Plenty more simian imbecility to go around this time too

A three-year running free-speech fiasco is approaching an apex in Washington County, and it befittingly coincides with the 94th anniversary of the legendary Tennessee Scopes Monkey Trial of July 1925.

A former East Tennessee State University student is scheduled July 15 to begin standing trial before a jury in Jonesborough on charges he violated fellow students’ civil rights by donning a gorilla mask and handing out bananas to Black Lives Matter protesters in the school’s free-speech zone.

In September 2016, an 18-year-old first-semester freshman named Tristan Rettke, who is white, was arrested and charged with a seldom used Tennessee statute designed to punish people who attempt to “unlawfully intimidate” others from exercising their constitutional rights

Subsequently released from custody on $10,000 bond, Rettke withdrew from the university shortly thereafter.

During the course of his interactions with the BLM demonstrators in an ETSU campus plaza area outside the university library, the ape-aping Rettke pranced about barefooted in a pair of overalls, dangling bananas from a length of rope, which some protesters said they believed symbolized a noose. Rettke also at times flourished a burlap bag emblazoned with a Confederate flag and a cannabis leaf — and at one point displayed a piece of paper bearing the handwritten words, “Lives Matter.”

Rettke at another point said to the protestors, “I identify as a gorilla.” When asked the purpose of his actions, Rettke said, “I’m out here to support you guys.”

Prior to making contact with Rettke, one of the white ETSU campus police officers observing the scene commented, “He can’t be doing that bullshit.” Later, Rettke was led away by police — whereupon he was unmasked to the hoots, jeers and intimations of potential future reprisals by BLM protestors.
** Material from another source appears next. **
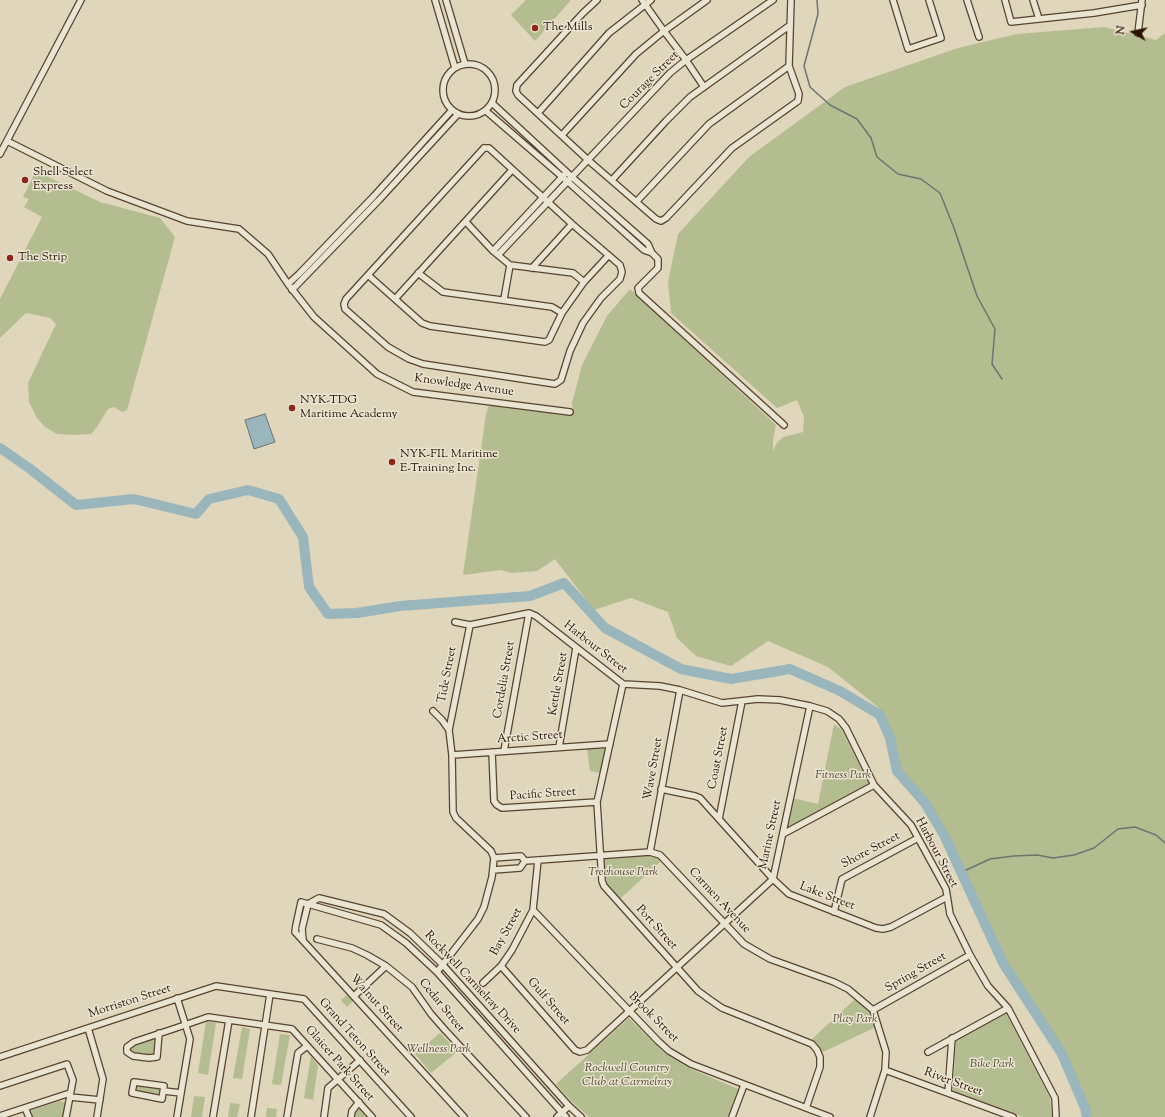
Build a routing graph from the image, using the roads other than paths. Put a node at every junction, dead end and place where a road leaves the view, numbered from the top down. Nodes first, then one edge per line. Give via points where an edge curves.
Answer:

Six months later, a grand jury indicted Rettke on the civil rights charges, as well as two counts of disorderly conduct and disrupting a meeting or procession.
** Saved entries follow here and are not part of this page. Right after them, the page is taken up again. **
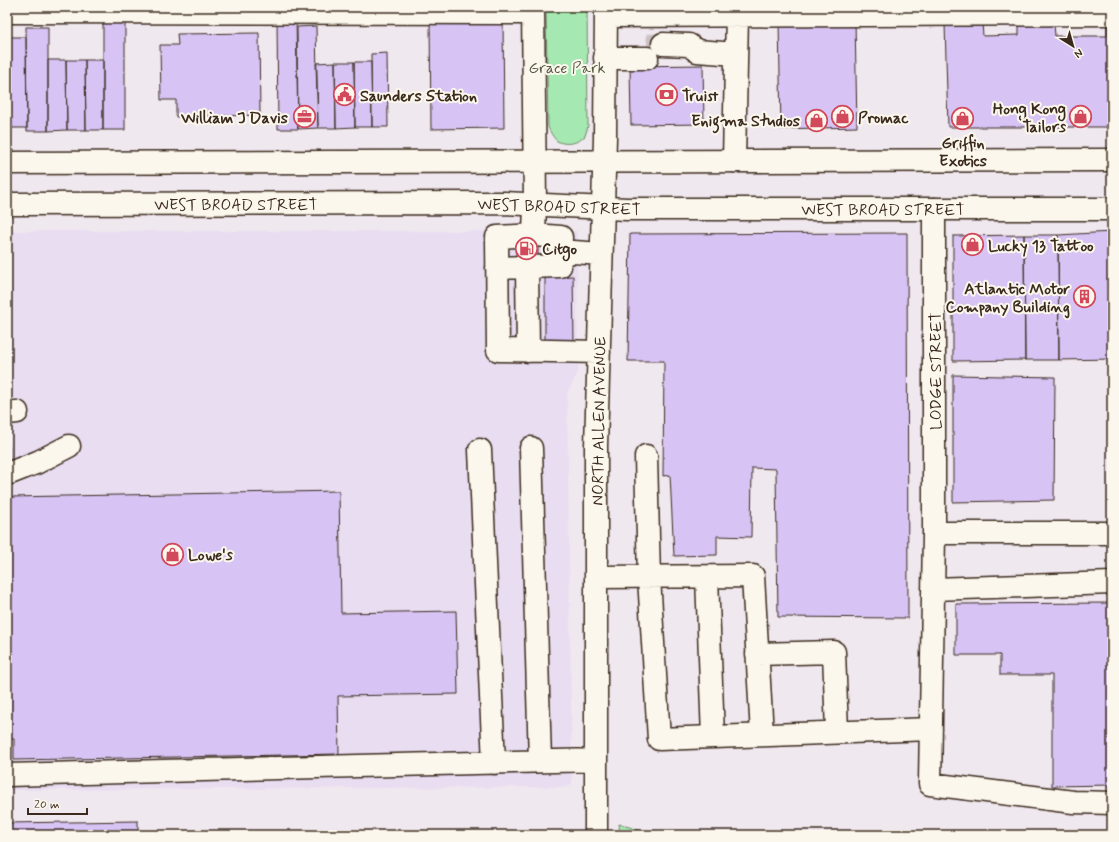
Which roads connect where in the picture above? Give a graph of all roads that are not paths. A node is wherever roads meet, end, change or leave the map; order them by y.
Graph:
1 (533, 10) edge
2 (606, 11) edge
3 (7, 12) edge
4 (1112, 14) edge
5 (737, 15) junction
6 (605, 51) junction
7 (736, 54) junction
8 (1112, 160) edge
9 (534, 161) junction
10 (604, 161) junction
11 (734, 161) junction
12 (7, 163) edge
13 (7, 204) edge
14 (535, 204) junction
15 (603, 208) junction
16 (1112, 208) edge
17 (934, 209) junction
18 (534, 235) junction
19 (560, 251) junction
20 (602, 254) junction
21 (527, 267) junction
22 (497, 268) junction
23 (528, 351) junction
24 (599, 352) junction
25 (69, 446) dead end
26 (531, 448) dead end
27 (480, 450) dead end
28 (646, 456) dead end
29 (10, 473) dead end
30 (934, 533) junction
31 (1112, 533) edge
32 (596, 577) junction
33 (707, 577) junction
34 (649, 578) junction
35 (1112, 583) edge
36 (933, 588) junction
37 (757, 654) junction
38 (931, 728) junction
39 (837, 732) junction
40 (762, 735) junction
41 (713, 737) junction
42 (596, 760) junction
43 (540, 761) junction
44 (494, 763) junction
45 (7, 775) edge
46 (1112, 802) edge
47 (596, 835) edge

1 - 3 main road
1 - 9 main road
2 - 5 main road
2 - 6 main road, NORTH ALLEN AVENUE
4 - 5 main road
5 - 7 main road
6 - 7 main road
6 - 10 main road, NORTH ALLEN AVENUE
7 - 11 main road
8 - 11 main road
9 - 10 main road
9 - 12 main road
9 - 14 main road
10 - 11 main road
10 - 15 main road, NORTH ALLEN AVENUE
13 - 14 main road, WEST BROAD STREET
14 - 15 main road, WEST BROAD STREET
14 - 18 main road
15 - 17 main road, WEST BROAD STREET
15 - 20 main road, NORTH ALLEN AVENUE
16 - 17 main road, WEST BROAD STREET
17 - 30 main road, LODGE STREET
18 - 19 main road
18 - 22 main road
19 - 20 main road
19 - 21 main road
20 - 24 main road, NORTH ALLEN AVENUE
21 - 22 main road
21 - 23 main road
22 - 23 main road
23 - 24 main road
24 - 32 main road, NORTH ALLEN AVENUE
25 - 29 main road
26 - 43 main road
27 - 44 main road
28 - 34 main road
30 - 31 main road
30 - 36 main road, LODGE STREET
32 - 34 main road
32 - 42 main road, NORTH ALLEN AVENUE
33 - 34 main road
33 - 37 main road
33 - 41 main road
34 - 41 main road
35 - 36 main road
36 - 38 main road, LODGE STREET
37 - 39 main road
37 - 40 main road
38 - 39 main road
38 - 46 main road, LODGE STREET
39 - 40 main road
40 - 41 main road
42 - 43 main road
42 - 47 main road, NORTH ALLEN AVENUE
43 - 44 main road
44 - 45 main road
Prosecutors for Tennessee’s First Judicial District claim in their court filings that when asked by police if his intent was to equate black students to subhuman primates, Rettke reportedly stated, “I knew it would invoke that thought process,” and that he “knew they were getting mad.”
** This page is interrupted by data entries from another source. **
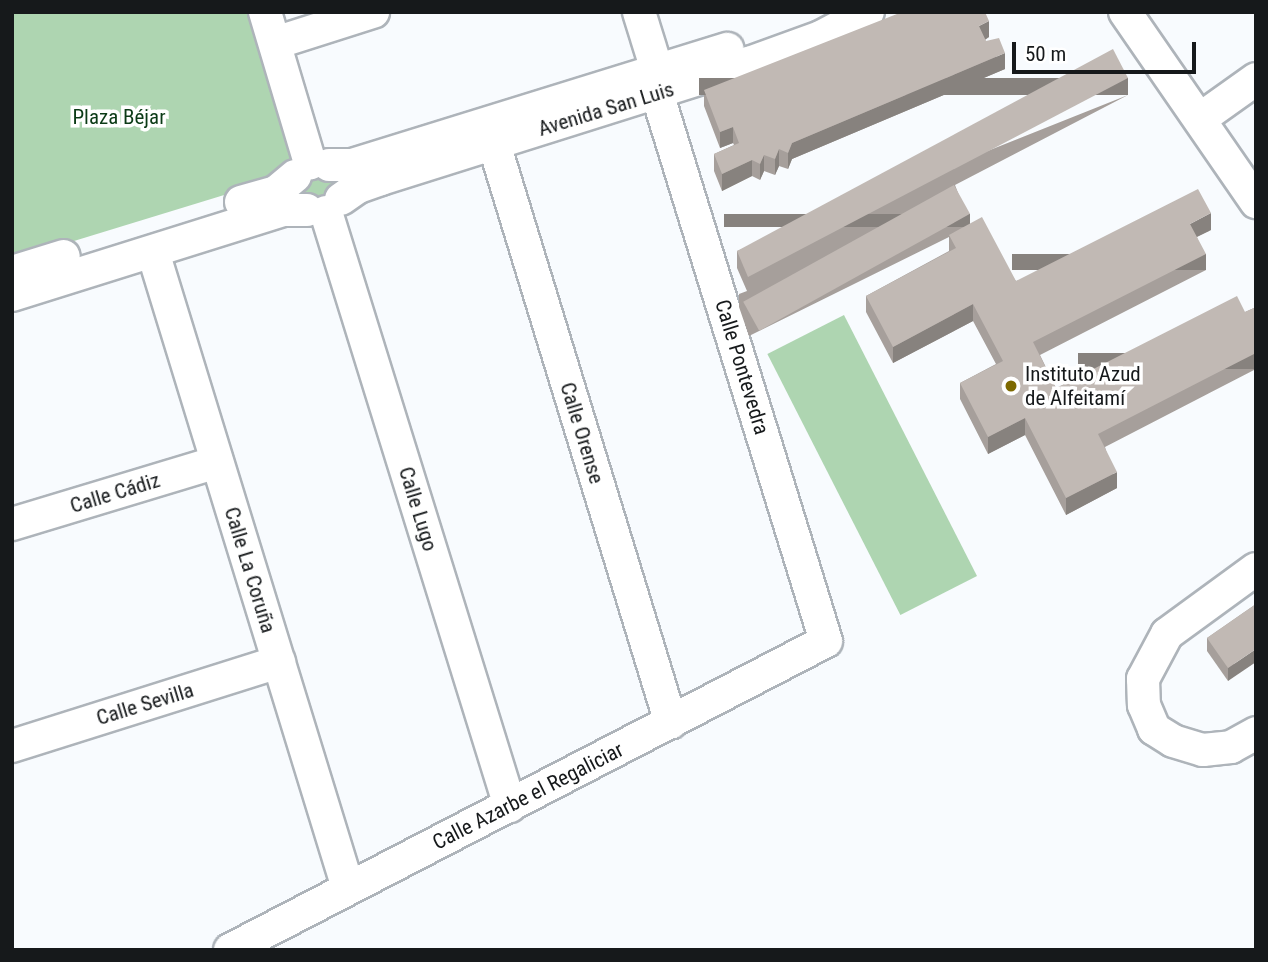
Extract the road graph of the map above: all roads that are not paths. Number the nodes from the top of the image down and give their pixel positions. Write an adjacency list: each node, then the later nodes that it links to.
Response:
1 (265, 12): 7 (street)
2 (373, 12): 7 (street)
3 (639, 12): 9 (street, Calle Pontevedra)
4 (868, 12): 9 (street, Avenida San Luis)
5 (1125, 12): 10 (street)
6 (819, 13): 9 (street, Avenida San Luis)
7 (275, 43): 12 (street)
8 (1256, 79): 10 (street)
9 (657, 81): 11 (street, Avenida San Luis); 12 (street, Avenida San Luis); 21 (street, Calle Pontevedra)
10 (1200, 119): 13 (street)
11 (494, 144): 14 (street, Avenida San Luis); 23 (street, Calle Orense)
12 (311, 168): 14 (street); 14 (street); 16 (street, Avenida San Luis)
13 (1256, 202)
14 (325, 207): 15 (street, Avenida San Luis); 26 (street, Calle Lugo)
15 (153, 252): 17 (street, Avenida San Luis); 18 (street, Calle La Coruña)
16 (12, 272)
17 (12, 295)
18 (217, 462): 19 (street, Calle Cádiz); 22 (street, Calle La Coruña)
19 (12, 524)
20 (1256, 569): 24 (street)
21 (826, 641): 23 (street, Calle Azarbe el Regaliciar)
22 (279, 662): 25 (street, Calle Sevilla); 27 (street, Calle La Coruña)
23 (671, 723): 26 (street, Calle Azarbe el Regaliciar)
24 (1256, 733)
25 (12, 746)
26 (510, 806): 27 (street, Calle Azarbe el Regaliciar)
27 (348, 888): 28 (street, Calle Azarbe el Regaliciar)
28 (230, 950)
The district attorney general’s office argues that Rettke’s behavior during the affair “clearly falls into the areas of expression that are not afforded protection by the First Amendment, specifically, the ‘fighting words’ exception or the ‘incitement to violence’ exception.”

Free Speech Zone Coverage

As luck and justice would have it, much of the ruckus was captured on video, and can be viewed here.

The 9-minute video, shot by ETSU student Thomas Grant Madison, gives a reasonably thorough indication of what happened that day in a designated campus free-speech zone, where students are permitted to gather and express opinions after first obtaining authorization from school administrators.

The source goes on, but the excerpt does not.